Documentação de Línguas Indígenas
As línguas são repositórios de conhecimentos coletivos e individuais e seus veículos de transmissão por gerações. Atualmente, entre 150 e 180 línguas indígenas são faladas no Brasil, país em que ainda se encontra uma das maiores densidades linguísticas do mundo. Embora esses dados apontem para a extraordinária diversidade cultural ainda existente no país, especialmente na Amazônia, demonstram, também, a perda progressiva e irreparável das mais de mil línguas que se estima terem existido antes da chegada dos europeus.
As línguas indígenas que ainda existem no Brasil continuam correndo sérios riscos de extinção até o fim deste século. Há situações de risco extremo, em que se encontra pequenos grupos ou apenas um falante de certas línguas, mas, mesmo entre as poucas línguas que contam com milhares de falantes (ex: Guarani, Tikuna, Terena, Macuxi e Kaigang), nenhuma pode ser considerada “segura”, já que são línguas minoritárias e dominadas, faladas em contextos submetidos a transformações rápidas e profundas.
Com o desaparecimento das línguas, a ciência perde fontes de evidências para o conhecimento da linguagem humana, bem como do passado, antigo e recente, do povoamento indígena. Um país e a humanidade perdem uma parte essencial do seu patrimônio intelectual, de sua identidade, de sua memória. Quem sai perdendo em primeiro lugar, porém, são as próprias comunidades indígenas, já que uma língua e suas variantes representam um elemento chave da identidade de um povo, veículo de tradições e conhecimentos milenares, razão de autoestima e de vontade de se perpetuar.

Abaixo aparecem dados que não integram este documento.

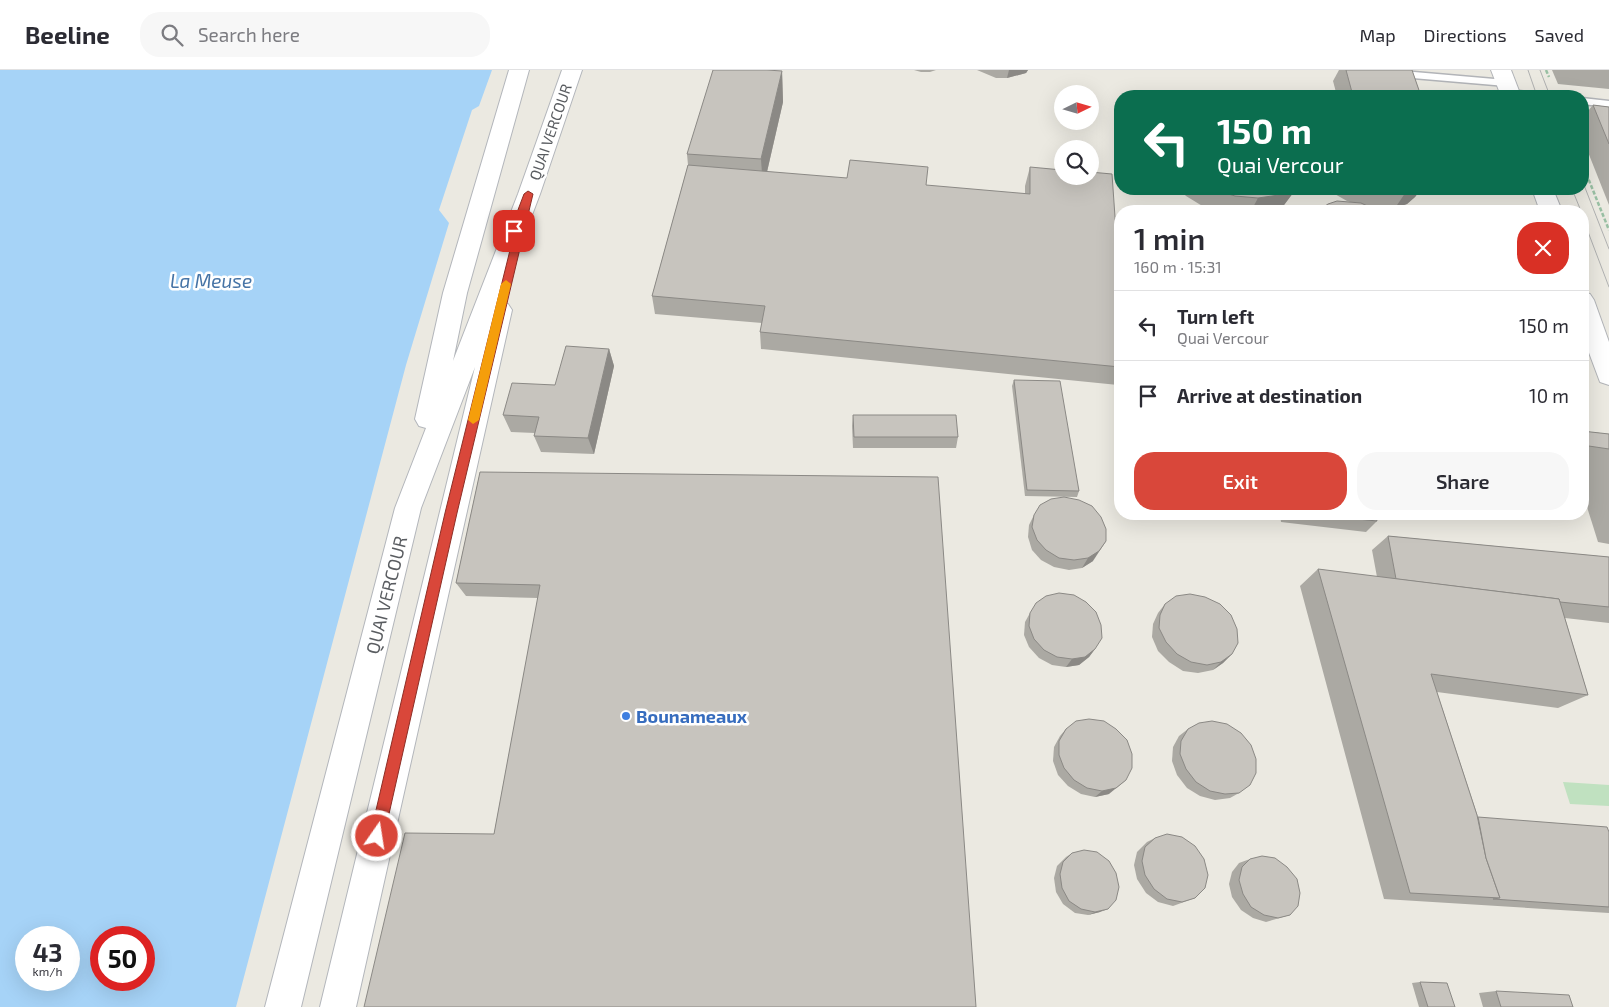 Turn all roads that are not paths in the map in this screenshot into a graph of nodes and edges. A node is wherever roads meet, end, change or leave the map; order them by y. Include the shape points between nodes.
1 (520, 70) edge
2 (572, 70) edge
3 (1354, 70) edge
4 (1507, 86) edge
5 (1519, 90) edge
6 (1589, 102) edge
7 (1609, 104) edge
8 (528, 194) junction
9 (1589, 320) edge
10 (1609, 376) edge
11 (408, 508) junction
12 (283, 1007) edge
13 (338, 1007) edge

1 - 11 main road via 455,293
2 - 8 main road, QUAI VERCOUR
3 - 4 lane
4 - 5 lane
6 - 7 lane
8 - 11 main road, QUAI VERCOUR
8 - 13 main road, QUAI VERCOUR via 453,503
9 - 10 main road
11 - 12 main road, QUAI VERCOUR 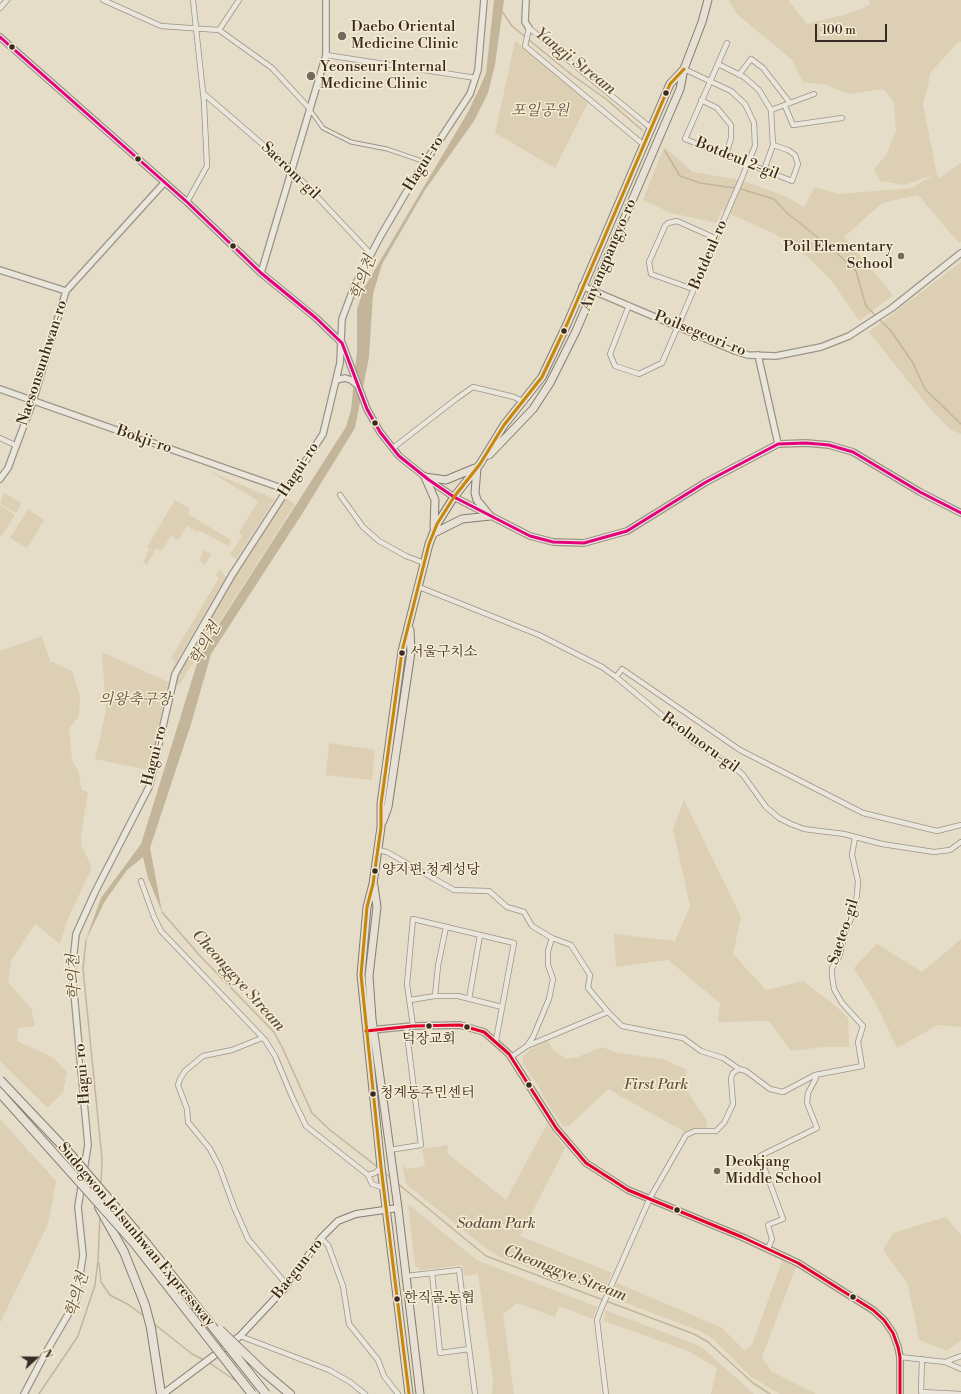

Acima de tudo, a valorização e preservação das línguas é um direito universal a ser reconhecido e defendido.
Na esteira do movimento internacional de proteção das línguas em perigo de extinção, o Museu do índio, em cooperação com a UNESCO, desenvolveu o Programa de Documentação de Línguas Indígenas (PRODOCLIN) no âmbito do Projeto "Documentação de Línguas e Culturas Indígenas Brasileiras" e do Projeto "Salvaguarda do Patrimônio Linguístico e Cultural de Povos Indígenas Transfronteiriços e de Recente Contato na Amazônia Legal", com o objetivo de contribuir para a valorização, revitalização e salvaguarda de línguas indígenas ameaçadas por meio de sua documentação e divulgação.
A documentação de línguas indígenas é um processo complementar à sua descrição. Ela envolve um conjunto de ações, técnicas e metodologias científicas voltadas a registrar, de modo sistemático e extenso, exemplos de seu uso em contextos culturais, os mais variados, com ampla participação das comunidades envolvidas. Entre os produtos gerados pelo Programa, destacam-se publicações (materiais didáticos, paradidáticos e de pesquisa), arquivos digitais multimídia, gramáticas, bases de dados lexicais (dicionários) e diagnósticos sociolinguísticos.
Nos últimos dwez anos, o PRODOCLIN desenvolveu parceria com 17 povos da Amazônia, tendo já produzido os primeiros registros da língua yaroamɨ, da família Yanomami (RR), uma Cartilha de Vocabulário da língua Kanoé (RO), falada por apenas cinco pessoas, e a plataforma Japiim. Esta última iniciativa congrega dicionários de línguas indígenas digitais, cujas primeiras versões nas línguas Guató, Ye’kwana, Sanöma e Kawahiva, foram lançadas no Google Play, em maio de 2021 (link para a matéria).